[Exercise requirements]: What lines of the data hold the string "node"? Copy them all.
#### Dataset content
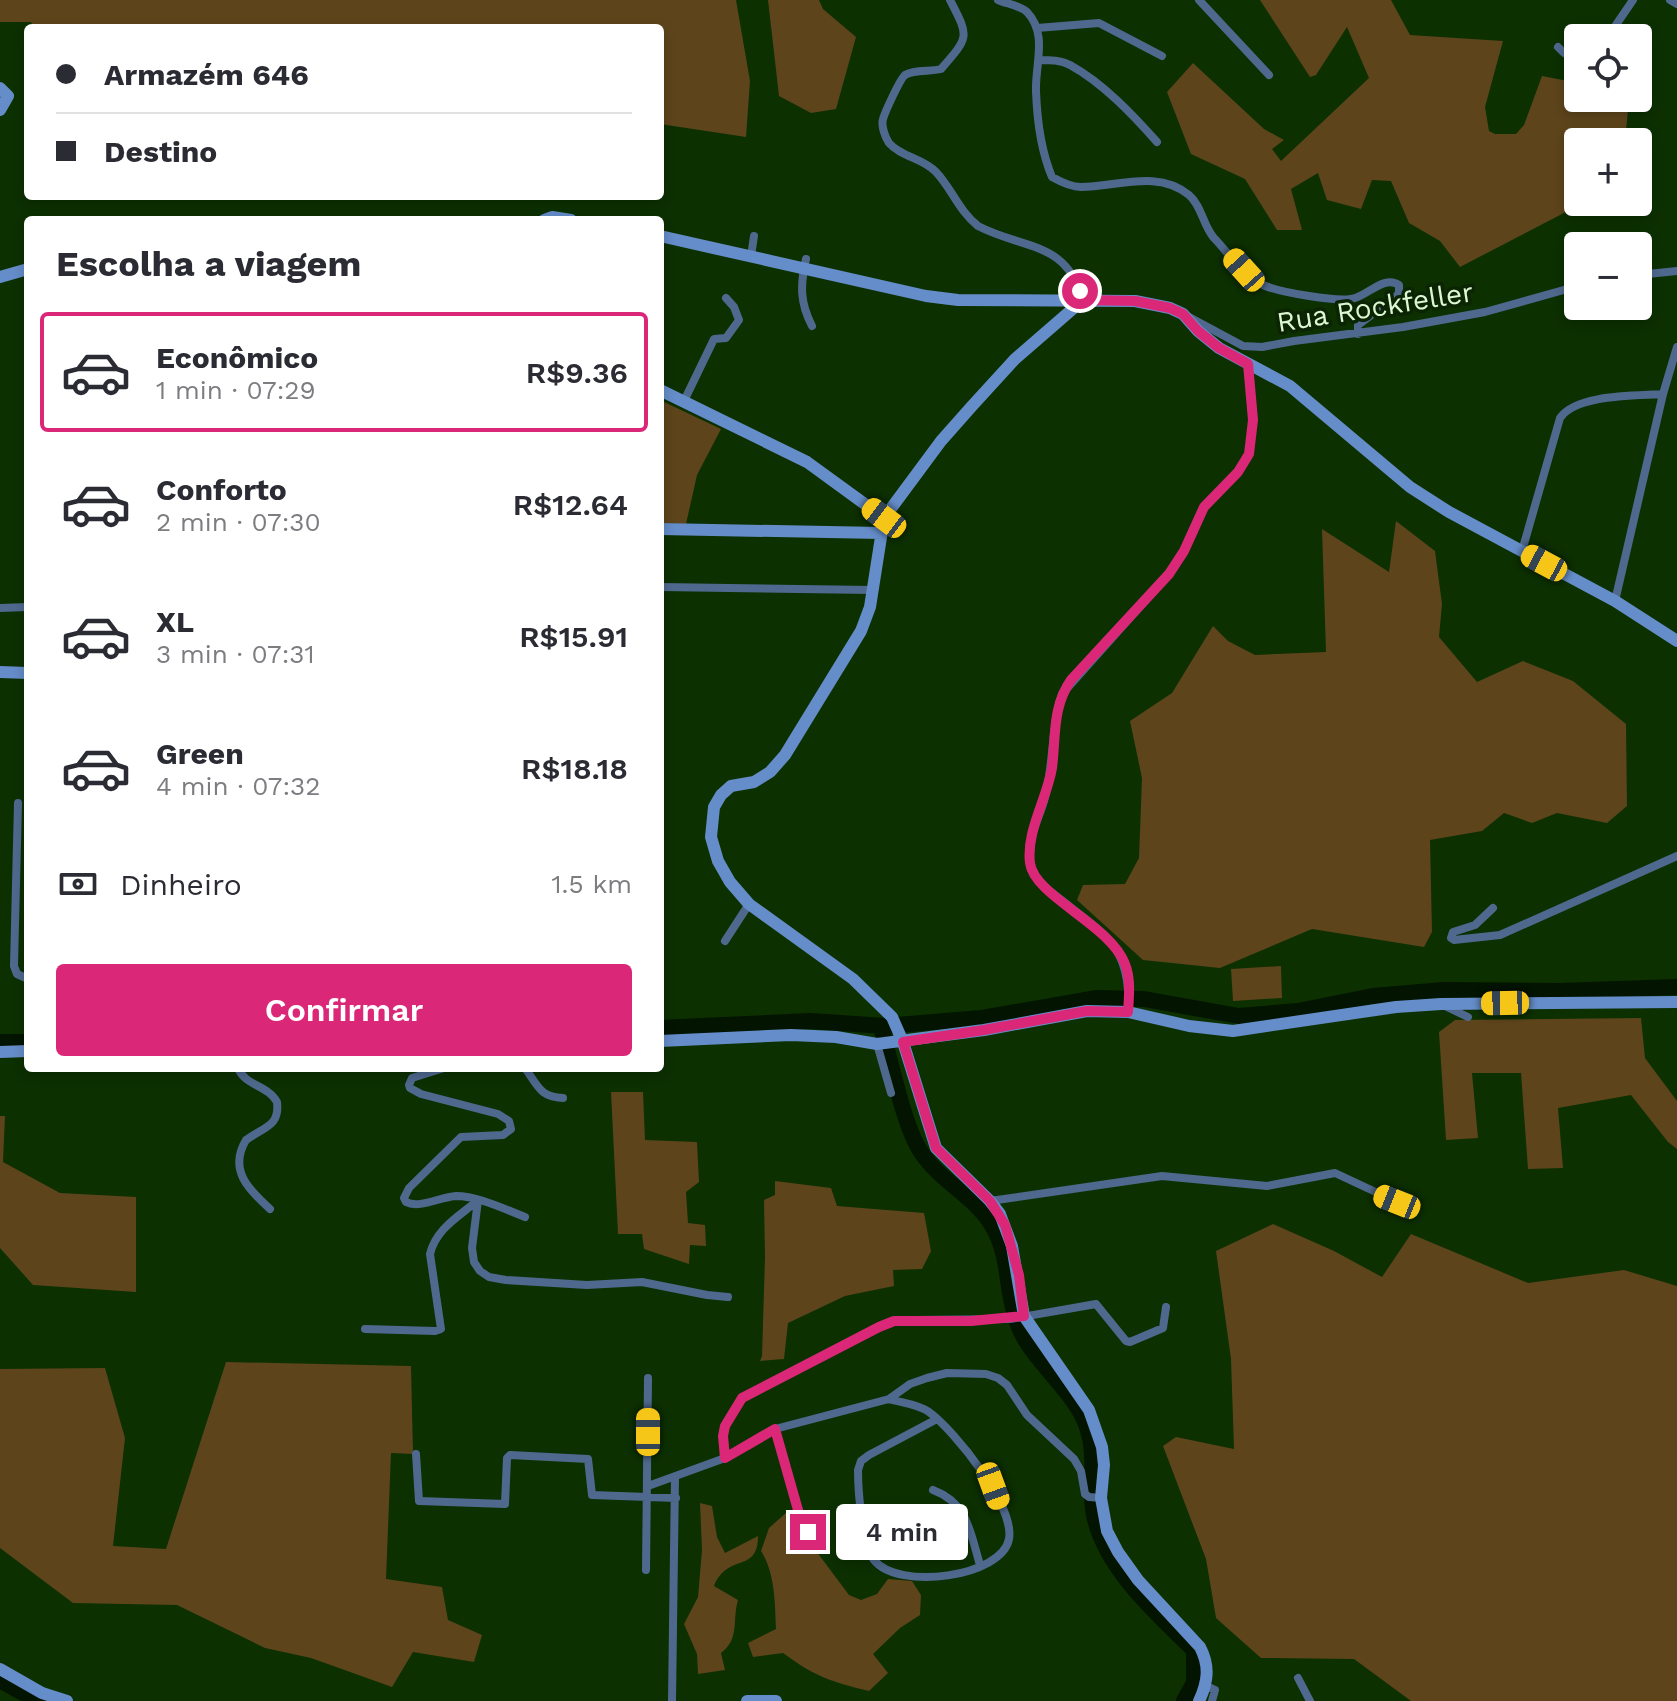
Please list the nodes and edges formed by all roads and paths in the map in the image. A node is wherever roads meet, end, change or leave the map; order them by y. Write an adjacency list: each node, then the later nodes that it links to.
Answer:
1 (950, 0): 27 (street)
2 (998, 0): 8 (street)
3 (1199, 0): 13 (street)
4 (1633, 0): 7 (street)
5 (1670, 0): 6 (street)
6 (1677, 4)
7 (1617, 24)
8 (1037, 28): 11 (street); 12 (street)
9 (1558, 47): 10 (street)
10 (1564, 53)
11 (1162, 56)
12 (1039, 60): 16 (street); 30 (street)
13 (1269, 75)
14 (0, 88): 15 (street)
15 (0, 110)
16 (1157, 142)
17 (754, 236): 19 (street)
18 (664, 237): 19 (street)
19 (751, 256): 20 (street)
20 (805, 263): 27 (street); 29 (street)
21 (24, 270): 24 (street)
22 (1677, 271): 23 (street)
23 (1652, 274)
24 (0, 277)
25 (1564, 290): 30 (street, Rua Rockfeller)
26 (726, 298): 35 (street)
27 (1083, 300): 28 (street); 36 (street)
28 (1183, 314): 30 (street, Rua Rockfeller); 32 (street)
29 (812, 326)
30 (1358, 334)
31 (1677, 347): 34 (street)
32 (1248, 364): 39 (street); 56 (street)
33 (664, 392): 35 (street)
34 (1663, 394): 39 (street); 42 (street)
35 (684, 401): 36 (street)
36 (884, 518): 38 (street)
37 (664, 529): 38 (street)
38 (881, 533): 41 (street)
39 (1522, 551): 42 (street)
40 (664, 587): 41 (street)
41 (873, 590): 50 (street)
42 (1615, 601): 45 (street)
43 (24, 607): 44 (street)
44 (0, 608)
45 (1677, 641)
46 (0, 672): 47 (street)
47 (24, 673)
48 (18, 803): 53 (street)
49 (1677, 856): 51 (street)
50 (749, 904): 52 (street); 59 (street)
51 (1493, 908)
52 (725, 941)
53 (24, 977)
54 (1677, 1002): 55 (street)
55 (1441, 1004): 56 (street); 57 (street)
56 (1128, 1012): 59 (street)
57 (1468, 1017)
58 (664, 1041): 60 (street)
59 (903, 1042): 60 (street); 69 (street)
60 (877, 1044): 66 (street)
61 (24, 1051): 62 (street)
62 (0, 1052)
63 (240, 1072): 71 (street)
64 (431, 1072): 68 (street)
65 (528, 1072): 67 (street)
66 (891, 1093)
67 (563, 1098)
68 (478, 1200): 72 (street); 73 (street); 76 (street)
69 (990, 1201): 70 (street); 75 (street)
70 (1397, 1202)
71 (270, 1209)
72 (525, 1217)
73 (728, 1297)
74 (1166, 1307): 75 (street)
75 (1024, 1316): 82 (street); 88 (street)
76 (365, 1329)
77 (648, 1378): 84 (street)
78 (889, 1399): 79 (street); 80 (street); 88 (street)
79 (937, 1419): 90 (street); 90 (street)
80 (775, 1429): 82 (street); 89 (street)
81 (416, 1454): 86 (street)
82 (725, 1458): 83 (street)
83 (675, 1477): 84 (street); 87 (street)
84 (648, 1486): 86 (street)
85 (933, 1490): 90 (street)
86 (647, 1497): 87 (street); 91 (street)
87 (676, 1498): 96 (street)
88 (1095, 1498): 94 (street)
89 (808, 1532)
90 (980, 1565)
91 (646, 1570)
92 (0, 1669): 95 (street)
93 (1298, 1678): 101 (street)
94 (1206, 1686): 99 (street); 100 (street)
95 (67, 1701)
96 (672, 1701)
97 (747, 1701): 98 (street)
98 (776, 1701)
99 (1199, 1701)
100 (1212, 1701)
101 (1310, 1701)

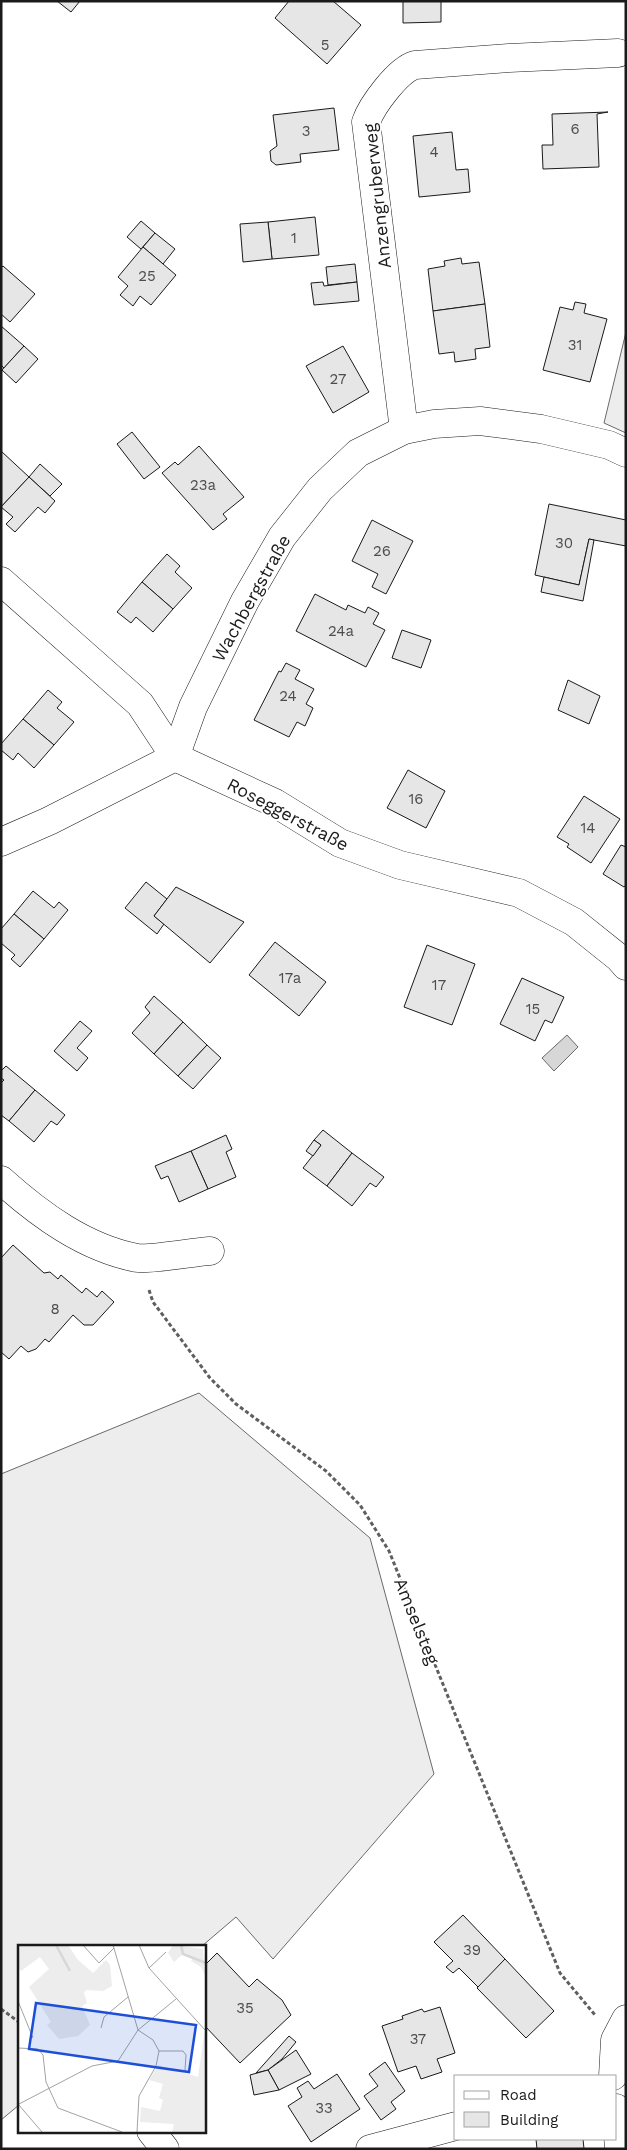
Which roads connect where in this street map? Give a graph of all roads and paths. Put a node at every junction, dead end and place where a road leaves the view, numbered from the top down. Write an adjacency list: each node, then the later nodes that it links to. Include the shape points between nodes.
1 (618, 53): 2 (street, Anzengruberweg, via 415,65 405,68 370,111 366,122)
2 (404, 430): 3 (street, Wachbergstraße, via 480,421 541,429 609,445); 5 (street, Wachbergstraße, via 358,453 320,489 282,537 245,601 193,707)
3 (626, 453)
4 (1, 581): 5 (street, via 140,704)
5 (175, 757): 6 (street); 7 (street, Roseggerstraße, via 275,803 340,843 400,865 519,893 574,922)
6 (1, 842)
7 (626, 966)
8 (1, 1180): 10 (street, via 66,1230 98,1245)
9 (210, 1250): 10 (street)
10 (139, 1258): 13 (path, Amselsteg, via 154,1302 210,1378 236,1404 326,1471 360,1505 388,1551 560,1972)
11 (1, 2009): 12 (path)
12 (18, 2021)
13 (620, 2030): 14 (street)
14 (613, 2075)
15 (617, 2122): 20 (street)
16 (454, 2127): 19 (street)
17 (152, 2132): 18 (street)
18 (165, 2149)
19 (370, 2149)
20 (619, 2149)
########
[Reply to the task]:
Please list the nodes and edges formed by all roads and paths in the map in the image. A node is wherever roads meet, end, change or leave the map; order them by y. Write an adjacency list: each node, then the later nodes that it links to.
Which roads connect where in this street map? Give a graph of all roads and paths. Put a node at every junction, dead end and place where a road leaves the view, numbered from the top down. Write an adjacency list: each node, then the later nodes that it links to. Include the shape points between nodes.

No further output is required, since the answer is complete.